----- INFORMATION SHOWN -----
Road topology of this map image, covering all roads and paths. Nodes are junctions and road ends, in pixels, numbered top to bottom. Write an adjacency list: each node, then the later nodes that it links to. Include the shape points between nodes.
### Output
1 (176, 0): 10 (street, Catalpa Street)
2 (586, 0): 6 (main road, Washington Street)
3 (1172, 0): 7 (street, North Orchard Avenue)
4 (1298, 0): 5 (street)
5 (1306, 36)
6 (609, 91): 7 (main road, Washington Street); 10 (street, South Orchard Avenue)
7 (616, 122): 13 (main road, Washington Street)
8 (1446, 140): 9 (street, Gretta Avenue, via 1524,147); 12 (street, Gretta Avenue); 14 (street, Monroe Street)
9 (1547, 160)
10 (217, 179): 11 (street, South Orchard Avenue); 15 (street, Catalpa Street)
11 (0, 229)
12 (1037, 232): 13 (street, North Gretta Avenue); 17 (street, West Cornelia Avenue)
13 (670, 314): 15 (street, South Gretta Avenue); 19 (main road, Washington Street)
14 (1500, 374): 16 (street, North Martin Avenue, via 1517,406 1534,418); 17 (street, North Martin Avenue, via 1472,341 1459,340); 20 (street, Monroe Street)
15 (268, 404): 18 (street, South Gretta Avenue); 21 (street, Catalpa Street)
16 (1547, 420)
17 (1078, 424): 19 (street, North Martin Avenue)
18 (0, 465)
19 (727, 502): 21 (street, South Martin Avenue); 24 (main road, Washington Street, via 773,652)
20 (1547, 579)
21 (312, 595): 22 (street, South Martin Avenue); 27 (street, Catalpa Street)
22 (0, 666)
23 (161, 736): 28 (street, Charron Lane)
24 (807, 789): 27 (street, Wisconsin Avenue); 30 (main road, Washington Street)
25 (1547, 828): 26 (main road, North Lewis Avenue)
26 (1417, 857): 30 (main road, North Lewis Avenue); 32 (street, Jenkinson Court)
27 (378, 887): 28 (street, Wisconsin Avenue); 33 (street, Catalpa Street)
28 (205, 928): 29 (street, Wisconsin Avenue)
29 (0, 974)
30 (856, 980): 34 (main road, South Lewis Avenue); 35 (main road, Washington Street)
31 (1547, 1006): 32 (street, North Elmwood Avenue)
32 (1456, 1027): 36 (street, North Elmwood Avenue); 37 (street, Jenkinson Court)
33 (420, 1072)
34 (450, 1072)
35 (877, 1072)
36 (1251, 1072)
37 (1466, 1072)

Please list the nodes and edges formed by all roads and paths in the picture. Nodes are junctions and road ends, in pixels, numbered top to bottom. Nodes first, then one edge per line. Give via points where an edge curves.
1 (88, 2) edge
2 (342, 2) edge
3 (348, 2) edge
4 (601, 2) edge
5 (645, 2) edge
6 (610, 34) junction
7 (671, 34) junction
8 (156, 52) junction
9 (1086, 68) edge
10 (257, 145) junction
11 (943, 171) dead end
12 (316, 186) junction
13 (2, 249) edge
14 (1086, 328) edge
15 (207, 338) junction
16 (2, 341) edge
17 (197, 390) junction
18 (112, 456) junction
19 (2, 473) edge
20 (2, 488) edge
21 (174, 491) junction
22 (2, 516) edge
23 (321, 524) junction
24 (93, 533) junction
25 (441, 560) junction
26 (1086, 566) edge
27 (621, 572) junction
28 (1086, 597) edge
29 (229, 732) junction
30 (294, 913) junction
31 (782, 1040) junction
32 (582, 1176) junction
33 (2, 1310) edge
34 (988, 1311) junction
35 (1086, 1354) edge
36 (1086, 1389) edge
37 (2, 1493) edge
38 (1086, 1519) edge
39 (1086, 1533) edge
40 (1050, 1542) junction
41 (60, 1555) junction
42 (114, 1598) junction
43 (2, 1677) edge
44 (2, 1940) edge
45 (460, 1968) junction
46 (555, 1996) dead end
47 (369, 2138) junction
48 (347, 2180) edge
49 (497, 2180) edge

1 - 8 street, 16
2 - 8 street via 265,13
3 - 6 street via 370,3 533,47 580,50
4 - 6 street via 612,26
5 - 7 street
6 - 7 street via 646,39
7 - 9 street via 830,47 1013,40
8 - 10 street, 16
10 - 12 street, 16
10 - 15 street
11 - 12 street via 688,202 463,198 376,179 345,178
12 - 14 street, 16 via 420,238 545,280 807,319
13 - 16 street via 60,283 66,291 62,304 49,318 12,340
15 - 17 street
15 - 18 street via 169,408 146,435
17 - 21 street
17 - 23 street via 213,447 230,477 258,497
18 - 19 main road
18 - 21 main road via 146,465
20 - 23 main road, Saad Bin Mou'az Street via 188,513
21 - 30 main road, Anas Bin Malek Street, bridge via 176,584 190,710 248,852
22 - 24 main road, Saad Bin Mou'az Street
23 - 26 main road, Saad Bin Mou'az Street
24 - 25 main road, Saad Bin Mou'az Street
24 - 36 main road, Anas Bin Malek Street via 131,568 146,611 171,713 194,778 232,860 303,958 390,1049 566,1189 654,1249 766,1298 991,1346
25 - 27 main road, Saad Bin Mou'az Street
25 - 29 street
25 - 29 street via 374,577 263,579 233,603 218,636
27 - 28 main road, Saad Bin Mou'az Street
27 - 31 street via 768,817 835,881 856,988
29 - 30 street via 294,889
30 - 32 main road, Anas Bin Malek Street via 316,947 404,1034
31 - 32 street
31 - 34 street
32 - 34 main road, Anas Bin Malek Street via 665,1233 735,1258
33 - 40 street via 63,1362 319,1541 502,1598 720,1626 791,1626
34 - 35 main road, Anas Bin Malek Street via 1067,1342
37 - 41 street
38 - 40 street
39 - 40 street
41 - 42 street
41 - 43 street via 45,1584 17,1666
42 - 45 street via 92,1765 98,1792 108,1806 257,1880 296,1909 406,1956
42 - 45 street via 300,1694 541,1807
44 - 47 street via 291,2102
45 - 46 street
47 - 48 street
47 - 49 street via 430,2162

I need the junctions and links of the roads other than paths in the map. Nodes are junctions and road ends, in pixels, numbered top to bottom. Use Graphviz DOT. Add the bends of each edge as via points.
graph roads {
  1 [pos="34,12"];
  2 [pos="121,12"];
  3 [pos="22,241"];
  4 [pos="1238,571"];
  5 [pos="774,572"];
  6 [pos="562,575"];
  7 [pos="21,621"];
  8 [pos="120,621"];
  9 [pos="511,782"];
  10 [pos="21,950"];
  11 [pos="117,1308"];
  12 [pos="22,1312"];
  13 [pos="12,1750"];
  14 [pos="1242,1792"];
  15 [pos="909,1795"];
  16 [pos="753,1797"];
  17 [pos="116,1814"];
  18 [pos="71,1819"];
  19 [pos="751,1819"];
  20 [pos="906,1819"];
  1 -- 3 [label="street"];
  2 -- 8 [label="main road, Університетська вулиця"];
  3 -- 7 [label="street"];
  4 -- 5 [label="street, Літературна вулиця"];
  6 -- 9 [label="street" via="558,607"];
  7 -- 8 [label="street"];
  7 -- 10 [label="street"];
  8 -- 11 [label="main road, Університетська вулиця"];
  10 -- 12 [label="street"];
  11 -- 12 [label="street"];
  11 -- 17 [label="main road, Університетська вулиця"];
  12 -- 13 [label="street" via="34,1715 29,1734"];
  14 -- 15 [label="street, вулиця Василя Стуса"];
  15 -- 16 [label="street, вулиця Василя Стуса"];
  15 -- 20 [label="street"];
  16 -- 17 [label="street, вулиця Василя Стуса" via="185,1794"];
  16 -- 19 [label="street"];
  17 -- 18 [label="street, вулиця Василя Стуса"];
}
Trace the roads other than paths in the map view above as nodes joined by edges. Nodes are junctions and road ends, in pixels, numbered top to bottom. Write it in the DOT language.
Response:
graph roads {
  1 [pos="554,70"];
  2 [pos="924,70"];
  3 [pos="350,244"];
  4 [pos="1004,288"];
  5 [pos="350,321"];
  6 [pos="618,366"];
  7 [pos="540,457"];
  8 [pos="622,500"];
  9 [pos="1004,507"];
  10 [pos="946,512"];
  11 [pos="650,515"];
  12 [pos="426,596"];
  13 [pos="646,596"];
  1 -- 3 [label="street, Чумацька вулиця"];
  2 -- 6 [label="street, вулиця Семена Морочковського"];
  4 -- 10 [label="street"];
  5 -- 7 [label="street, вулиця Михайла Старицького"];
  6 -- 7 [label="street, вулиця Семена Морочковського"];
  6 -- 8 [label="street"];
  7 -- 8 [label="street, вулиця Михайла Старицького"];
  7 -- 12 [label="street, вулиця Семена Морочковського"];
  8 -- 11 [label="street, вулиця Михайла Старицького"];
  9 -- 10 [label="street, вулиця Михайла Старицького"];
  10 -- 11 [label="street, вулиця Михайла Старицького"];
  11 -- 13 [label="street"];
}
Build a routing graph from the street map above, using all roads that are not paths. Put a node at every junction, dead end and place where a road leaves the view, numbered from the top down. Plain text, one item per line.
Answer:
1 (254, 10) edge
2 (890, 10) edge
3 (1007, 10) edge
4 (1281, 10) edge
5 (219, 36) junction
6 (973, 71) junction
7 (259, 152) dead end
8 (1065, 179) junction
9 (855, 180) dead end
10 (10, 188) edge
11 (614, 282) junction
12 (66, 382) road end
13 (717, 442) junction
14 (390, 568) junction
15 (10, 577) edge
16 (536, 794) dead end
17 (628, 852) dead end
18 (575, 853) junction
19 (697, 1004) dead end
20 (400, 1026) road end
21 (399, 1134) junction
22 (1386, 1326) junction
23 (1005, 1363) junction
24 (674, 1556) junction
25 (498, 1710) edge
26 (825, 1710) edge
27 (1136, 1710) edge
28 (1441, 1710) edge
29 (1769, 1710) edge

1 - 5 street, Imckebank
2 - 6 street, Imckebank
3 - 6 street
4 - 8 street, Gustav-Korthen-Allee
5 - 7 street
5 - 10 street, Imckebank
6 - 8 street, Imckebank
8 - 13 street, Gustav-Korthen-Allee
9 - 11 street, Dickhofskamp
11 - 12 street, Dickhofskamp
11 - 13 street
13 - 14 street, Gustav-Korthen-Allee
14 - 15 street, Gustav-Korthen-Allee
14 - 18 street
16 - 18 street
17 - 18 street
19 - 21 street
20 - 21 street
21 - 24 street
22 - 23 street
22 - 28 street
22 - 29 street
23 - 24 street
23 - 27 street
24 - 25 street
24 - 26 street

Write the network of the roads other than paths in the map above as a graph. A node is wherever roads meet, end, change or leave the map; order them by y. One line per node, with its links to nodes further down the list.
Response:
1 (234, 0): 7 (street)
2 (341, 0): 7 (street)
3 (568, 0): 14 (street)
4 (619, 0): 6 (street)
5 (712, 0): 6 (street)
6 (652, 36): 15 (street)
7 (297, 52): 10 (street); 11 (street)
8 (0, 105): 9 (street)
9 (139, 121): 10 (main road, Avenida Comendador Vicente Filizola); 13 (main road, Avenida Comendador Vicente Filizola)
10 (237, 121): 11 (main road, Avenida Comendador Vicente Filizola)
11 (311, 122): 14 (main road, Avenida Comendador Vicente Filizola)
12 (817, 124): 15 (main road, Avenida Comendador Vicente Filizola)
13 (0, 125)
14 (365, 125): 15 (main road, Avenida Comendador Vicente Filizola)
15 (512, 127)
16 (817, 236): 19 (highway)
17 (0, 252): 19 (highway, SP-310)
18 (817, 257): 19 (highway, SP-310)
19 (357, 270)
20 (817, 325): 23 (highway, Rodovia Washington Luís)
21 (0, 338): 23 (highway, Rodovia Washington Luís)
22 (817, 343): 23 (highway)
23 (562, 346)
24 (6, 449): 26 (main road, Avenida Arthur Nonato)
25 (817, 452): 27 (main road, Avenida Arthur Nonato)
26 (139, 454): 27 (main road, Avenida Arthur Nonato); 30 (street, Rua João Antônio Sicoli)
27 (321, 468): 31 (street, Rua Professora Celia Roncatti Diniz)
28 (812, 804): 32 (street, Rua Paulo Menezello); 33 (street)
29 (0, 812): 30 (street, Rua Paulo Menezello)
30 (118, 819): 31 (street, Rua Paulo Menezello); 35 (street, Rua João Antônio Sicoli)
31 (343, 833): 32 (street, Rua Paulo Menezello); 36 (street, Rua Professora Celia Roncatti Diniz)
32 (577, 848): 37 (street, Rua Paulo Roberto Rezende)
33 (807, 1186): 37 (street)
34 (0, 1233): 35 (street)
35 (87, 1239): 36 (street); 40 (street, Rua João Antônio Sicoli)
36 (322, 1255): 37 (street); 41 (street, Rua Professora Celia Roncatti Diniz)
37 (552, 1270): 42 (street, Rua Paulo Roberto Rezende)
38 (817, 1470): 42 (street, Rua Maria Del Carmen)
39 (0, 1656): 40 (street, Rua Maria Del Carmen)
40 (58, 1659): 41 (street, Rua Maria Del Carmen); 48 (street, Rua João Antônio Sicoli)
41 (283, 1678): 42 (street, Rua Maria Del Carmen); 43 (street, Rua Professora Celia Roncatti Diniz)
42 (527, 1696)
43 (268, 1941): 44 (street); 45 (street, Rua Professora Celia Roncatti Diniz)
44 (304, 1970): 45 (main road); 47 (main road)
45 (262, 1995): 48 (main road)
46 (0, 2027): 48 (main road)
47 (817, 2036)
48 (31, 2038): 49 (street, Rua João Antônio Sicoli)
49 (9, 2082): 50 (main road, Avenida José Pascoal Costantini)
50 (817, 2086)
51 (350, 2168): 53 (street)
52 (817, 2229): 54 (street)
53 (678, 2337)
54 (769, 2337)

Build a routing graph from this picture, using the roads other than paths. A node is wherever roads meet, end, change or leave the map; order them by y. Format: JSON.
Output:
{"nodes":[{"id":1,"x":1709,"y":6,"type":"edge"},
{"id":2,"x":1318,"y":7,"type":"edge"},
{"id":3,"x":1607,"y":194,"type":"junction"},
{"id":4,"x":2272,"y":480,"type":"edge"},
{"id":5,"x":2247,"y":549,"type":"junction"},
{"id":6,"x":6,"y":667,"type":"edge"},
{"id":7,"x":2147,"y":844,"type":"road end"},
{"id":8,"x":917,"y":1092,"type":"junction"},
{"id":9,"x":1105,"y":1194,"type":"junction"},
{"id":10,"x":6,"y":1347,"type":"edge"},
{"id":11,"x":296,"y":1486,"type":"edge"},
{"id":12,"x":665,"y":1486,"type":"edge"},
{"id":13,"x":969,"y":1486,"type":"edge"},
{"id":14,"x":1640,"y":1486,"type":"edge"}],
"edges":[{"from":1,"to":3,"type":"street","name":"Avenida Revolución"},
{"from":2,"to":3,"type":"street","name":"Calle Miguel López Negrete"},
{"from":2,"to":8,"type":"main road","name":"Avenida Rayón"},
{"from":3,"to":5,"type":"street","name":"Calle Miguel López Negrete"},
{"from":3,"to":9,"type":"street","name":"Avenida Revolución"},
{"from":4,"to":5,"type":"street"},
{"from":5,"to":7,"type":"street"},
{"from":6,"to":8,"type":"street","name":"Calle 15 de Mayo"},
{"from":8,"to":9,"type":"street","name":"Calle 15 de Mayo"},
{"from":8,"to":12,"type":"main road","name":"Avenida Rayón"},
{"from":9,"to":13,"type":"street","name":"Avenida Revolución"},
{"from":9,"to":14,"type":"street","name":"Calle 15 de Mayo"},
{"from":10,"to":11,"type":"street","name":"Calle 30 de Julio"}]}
-----
### TASK
In these entries, some lines may contain the string "Celia". Give the number of such lines and nothing more.

### THE ANSWER
5